3 Buy-Rated Business Development Companies Pay Some of Wall Street’s Highest Dividends
The song remains the same, and it will for the foreseeable future. The Federal Reserve probably will not be raising rates until late 2022, so we remain in a setting with coupons on government securities still close to generational lows. Certificates of deposit at banks are wretched, with the best five-year rate we could find at a paltry 1.40%, and that was for a $100,000 deposit. Quality investment-grade corporate and municipal bonds? Same story.
So what are balanced growth and income investors to do? The potential for capital appreciation on low coupon bonds is negligible, and with the market possibly primed for a big sell-off, risky high-yield or leveraged funds don’t make any sense for those with low risk tolerance. What does make sense is looking at the business development stocks that pay outsized dividends and offer growth potential.
Business development companies (BDCs) are organizations that invest in small and medium-sized companies, as well as distressed companies. A BDC helps these firms grow in the initial stages of their development or regain sound financial footing.
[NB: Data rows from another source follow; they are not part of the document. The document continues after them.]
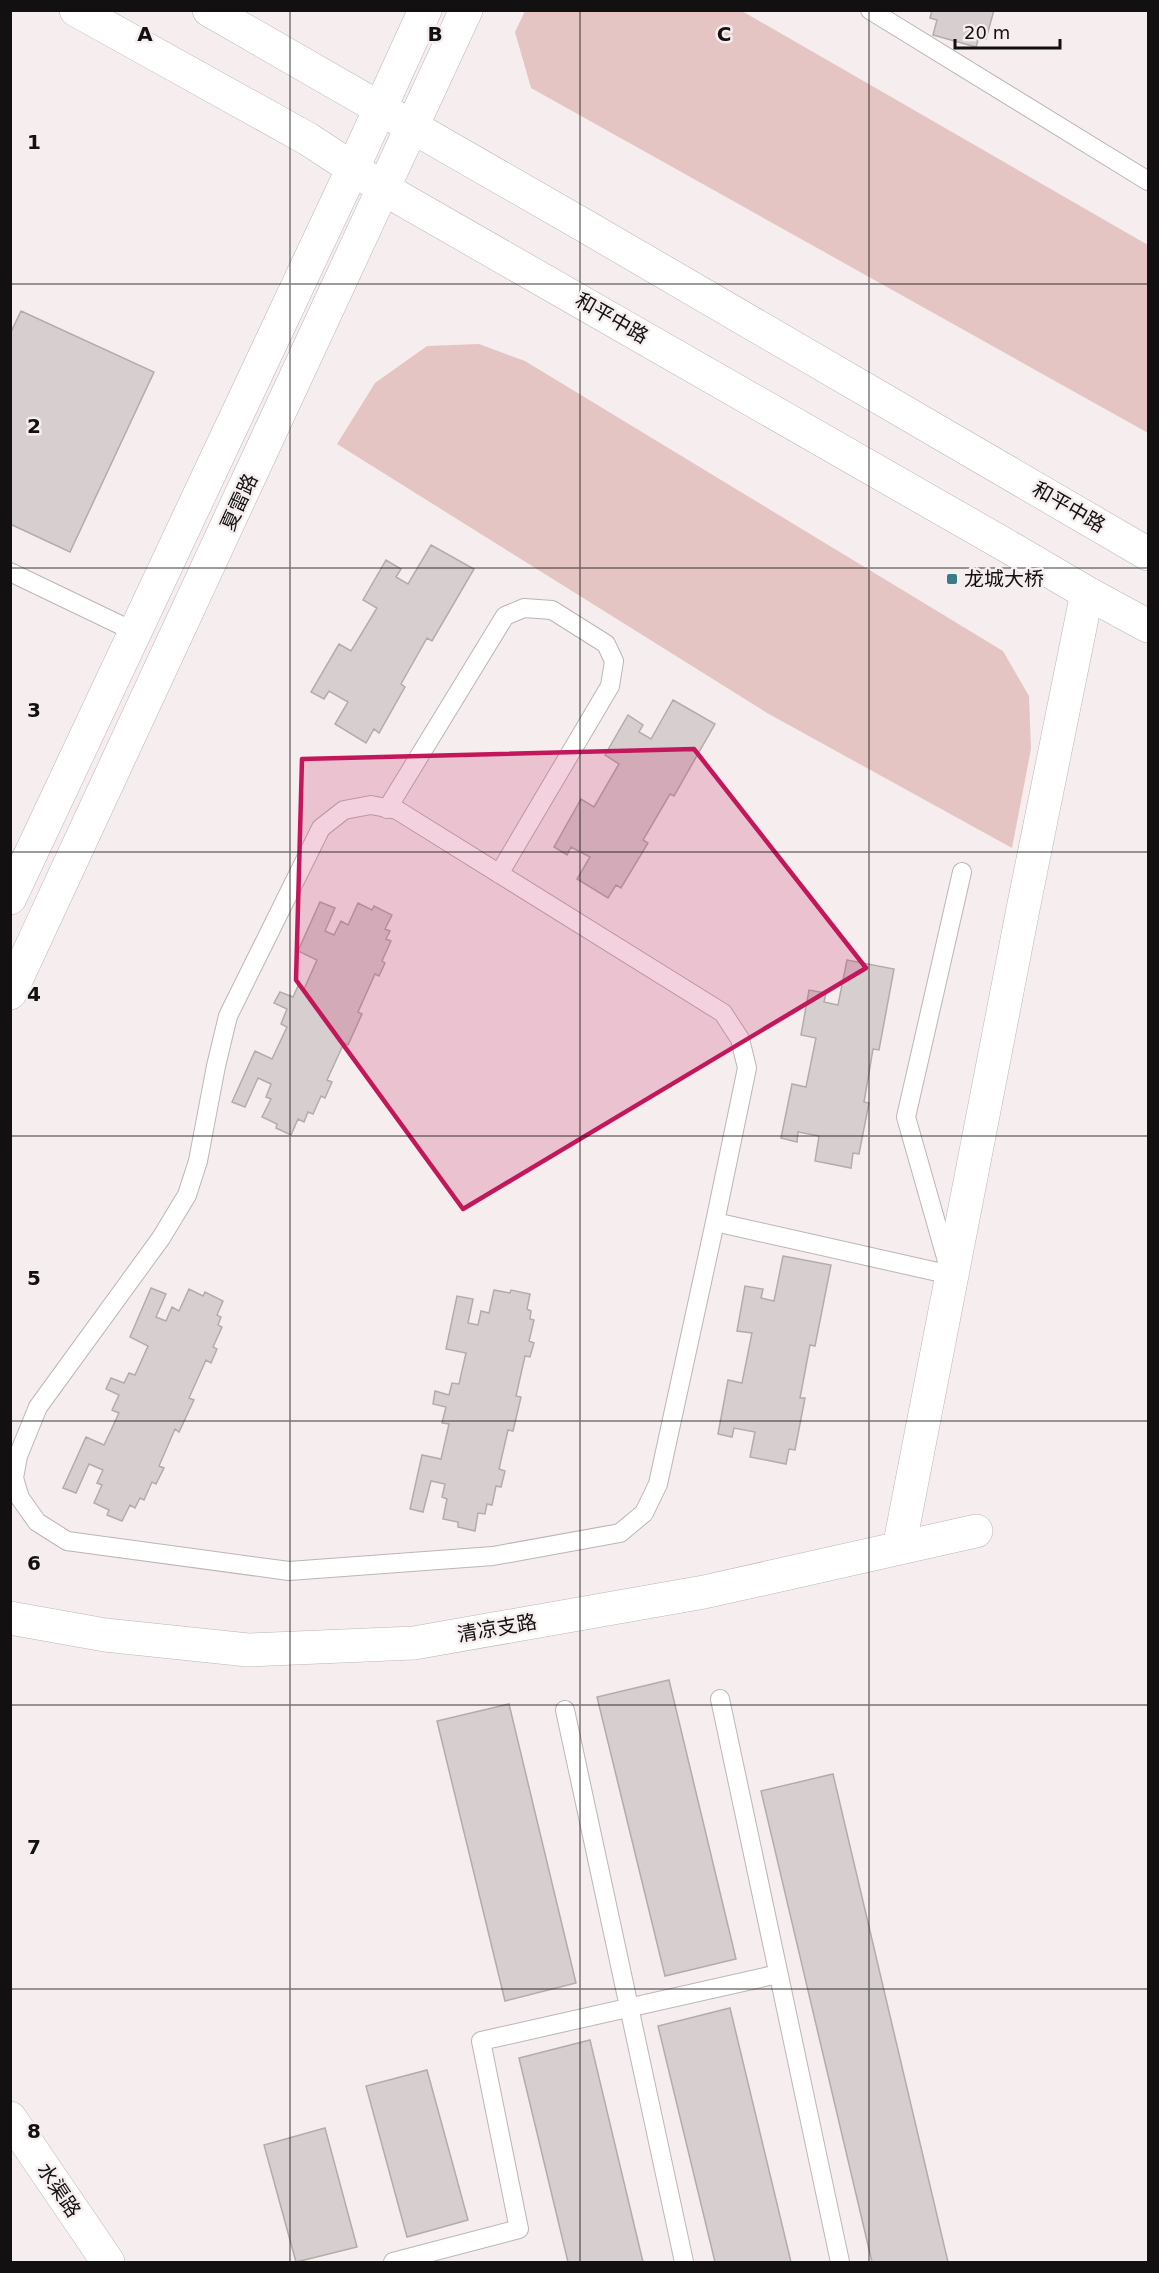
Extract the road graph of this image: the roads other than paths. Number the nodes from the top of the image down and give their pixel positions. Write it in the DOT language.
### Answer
graph roads {
  1 [pos="76,10"];
  2 [pos="209,10"];
  3 [pos="425,10"];
  4 [pos="466,10"];
  5 [pos="870,10"];
  6 [pos="247,21"];
  7 [pos="381,108"];
  8 [pos="413,127"];
  9 [pos="353,168"];
  10 [pos="1149,181"];
  11 [pos="384,189"];
  12 [pos="1046,494"];
  13 [pos="1149,537"];
  14 [pos="1149,554"];
  15 [pos="10,572"];
  16 [pos="1087,593"];
  17 [pos="1149,626"];
  18 [pos="135,632"];
  19 [pos="1149,637"];
  20 [pos="387,808"];
  21 [pos="962,872"];
  22 [pos="499,874"];
  23 [pos="10,898"];
  24 [pos="10,993"];
  25 [pos="715,1222"];
  26 [pos="951,1275"];
  27 [pos="976,1531"];
  28 [pos="898,1548"];
  29 [pos="10,1618"];
  30 [pos="720,1699"];
  31 [pos="565,1710"];
  32 [pos="778,1974"];
  33 [pos="629,2008"];
  34 [pos="10,2118"];
  35 [pos="108,2262"];
  36 [pos="393,2262"];
  37 [pos="684,2262"];
  38 [pos="840,2262"];
  1 -- 9 [label="street, 和平中路"];
  2 -- 6 [label="street, 和平中路"];
  3 -- 7 [label="street, 夏雷路"];
  4 -- 8 [label="street, 夏雷路"];
  5 -- 10 [label="lane"];
  6 -- 7 [label="street, 和平中路"];
  7 -- 8 [label="street, 和平中路"];
  7 -- 9 [label="street, 夏雷路"];
  8 -- 11 [label="street, 夏雷路"];
  8 -- 12 [label="street, 和平中路"];
  9 -- 11 [label="street, 和平中路"];
  9 -- 18 [label="street, 夏雷路"];
  11 -- 16 [label="street, 和平中路"];
  11 -- 24 [label="street, 夏雷路"];
  12 -- 13 [label="street"];
  12 -- 14 [label="street, 和平中路"];
  15 -- 18 [label="lane"];
  16 -- 17 [label="street, 和平中路"];
  16 -- 19 [label="street"];
  16 -- 26 [label="street"];
  18 -- 23 [label="street, 夏雷路"];
  20 -- 22 [label="lane"];
  20 -- 22 [label="lane"];
  20 -- 25 [label="lane"];
  21 -- 26 [label="lane"];
  22 -- 25 [label="lane"];
  25 -- 26 [label="lane"];
  26 -- 28 [label="street"];
  27 -- 28 [label="street, 清凉支路"];
  28 -- 29 [label="street, 清凉支路"];
  30 -- 32 [label="lane"];
  31 -- 33 [label="lane"];
  32 -- 33 [label="lane"];
  32 -- 38 [label="lane"];
  33 -- 36 [label="lane"];
  33 -- 37 [label="lane"];
  34 -- 35 [label="street, 水渠路"];
}
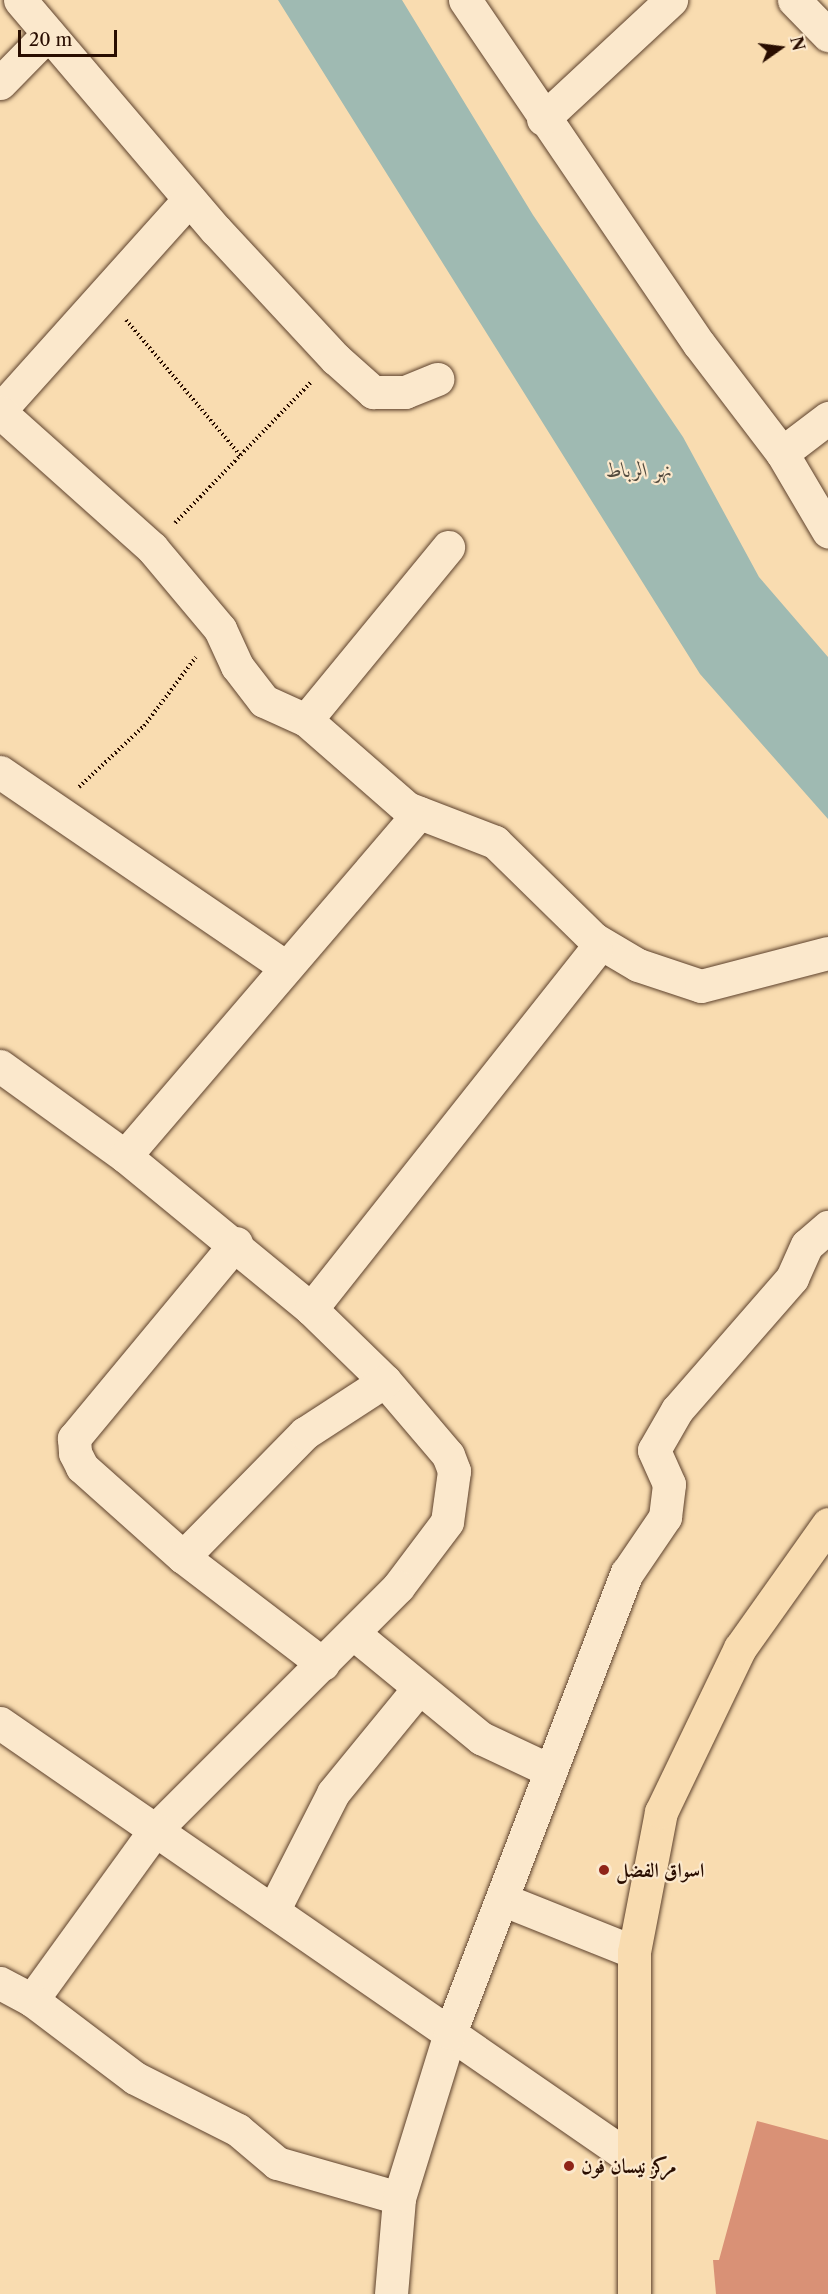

We found three such stocks that are Buy rated across Wall Street and pay at least a 10% dividend. It is important to remember that no single analyst report should be used as a sole basis for any buying or selling decision.
FS KKR Capital
This is a very well-known name on Wall Street and it offers a solid entry point at current levels. FS KKR Capital Corp. (NASDAQ: FSK) specializes in investments in debt securities. It seeks to purchase interests in loans through secondary market transactions or directly from the target companies as primary market investments.
The company also seeks to invest in first lien senior secured loans, second lien secured loans and, to a lesser extent, subordinated or mezzanine loans. In connection with the debt investments, the BDC also receives equity interests such as warrants or options as additional consideration. It also seeks to purchase minority interests in the form of common or preferred equity in target companies, either in conjunction with one of the debt investments or through a co-investment with a financial sponsor.
Additionally, on an opportunistic basis, the fund also may invest in corporate bonds and similar debt securities. The fund does not seek to invest in start-up companies, turnaround situations or companies with speculative business plans. It seeks to invest in small and middle-market companies based in the United States. The fund seeks to invest in firms with annual revenue between $10.0 million to $2.5 billion. It seeks to exit from securities by selling them in a privately negotiated over-the-counter market.
The company just posted stellar quarterly results, announced a huge stock buyback and raised the dividend from $0.60 per share to $0.65.
Shareholders receive an 11.44% dividend. Hovde analysts have a $23 price target on the shares, and the consensus target is $22.57. The stock closed on Tuesday at $22.71 a share.